We first performed a meta-analysis of patients with HF independently of the renal functions on death, CV death or HF hospitalization and adverse events such as renal impairment, hyperkalemia, and hypotension, besides the discontinuation of the therapy. Some studies did not have group data comparing outcomes between patients with and without RD.

Risk of bias

A graph and summary of study quality are presented in supplementary Figure S1. To evaluate the quality of evidence and strength of recommendations, we used the Grading of Recommendations, Assessment, Development and Evaluations (GRADE) (Supplementary Table S3). Our result suggests that the vast majority of the studies were graded as having a low risk of bias.

Death

Initially, we performed a meta-analysis examining rates of death among the overall HF population.
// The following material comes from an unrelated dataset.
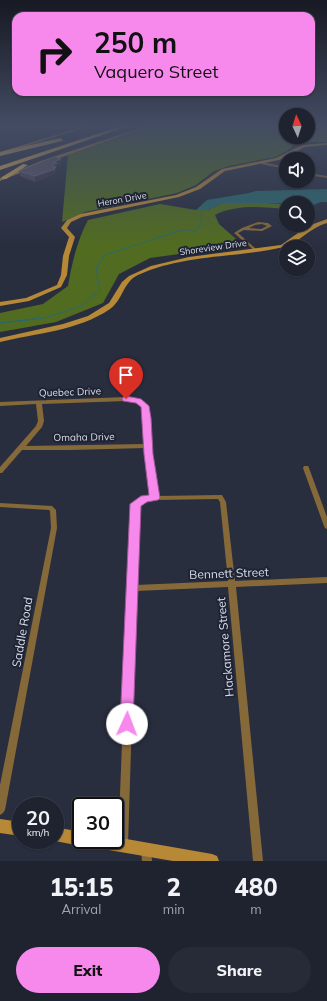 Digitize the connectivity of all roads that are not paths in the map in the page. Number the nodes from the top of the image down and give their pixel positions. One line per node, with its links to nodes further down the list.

We observed that, in comparison with monotherapy, combined RAS inhibition had a trend toward a lower death rate, though this difference was not significant (p=0.07; Figure 2(a)). Subsequently, we compared death rates between patients with RD (eGFR <60 ml/min/1.73m²) and without RD (eGFR ⩾60 ml/min/1.73m²) in only the Val-HeFT²⁵ and ATMOSPHERE²⁶ studies. This analysis did not reveal a significant difference in death rates between patients with and without RD, and the total effect was not significant (HR, 0.94; 95% CI, 0.86–1.02; p=0.16; Figure 2(b)).

Figure 2.

(a) Meta-analysis of death with the total shows HR 0.94 (0.89, 1.00–1.01), the heterogeneity test: Chi²=5.83, df=6 (p=0.44); I²=0%; Test for overall treatment effect: Z=1.82 (p=0.07). (b) Meta-analysis of death with the subgroups according to the estimated glomerular filtration rate (eGFR).The total shows the HR 0.94 (0.86–1.02), the heterogeneity test: Chi²=1.24, df=3 (p=0.74); I²=0%; Test for overall treatment effect: Z=1.41 (p=0.16); Test for difference between subgroups: Chi²=1.07, df=1 (p=0.30); I²=6.9%.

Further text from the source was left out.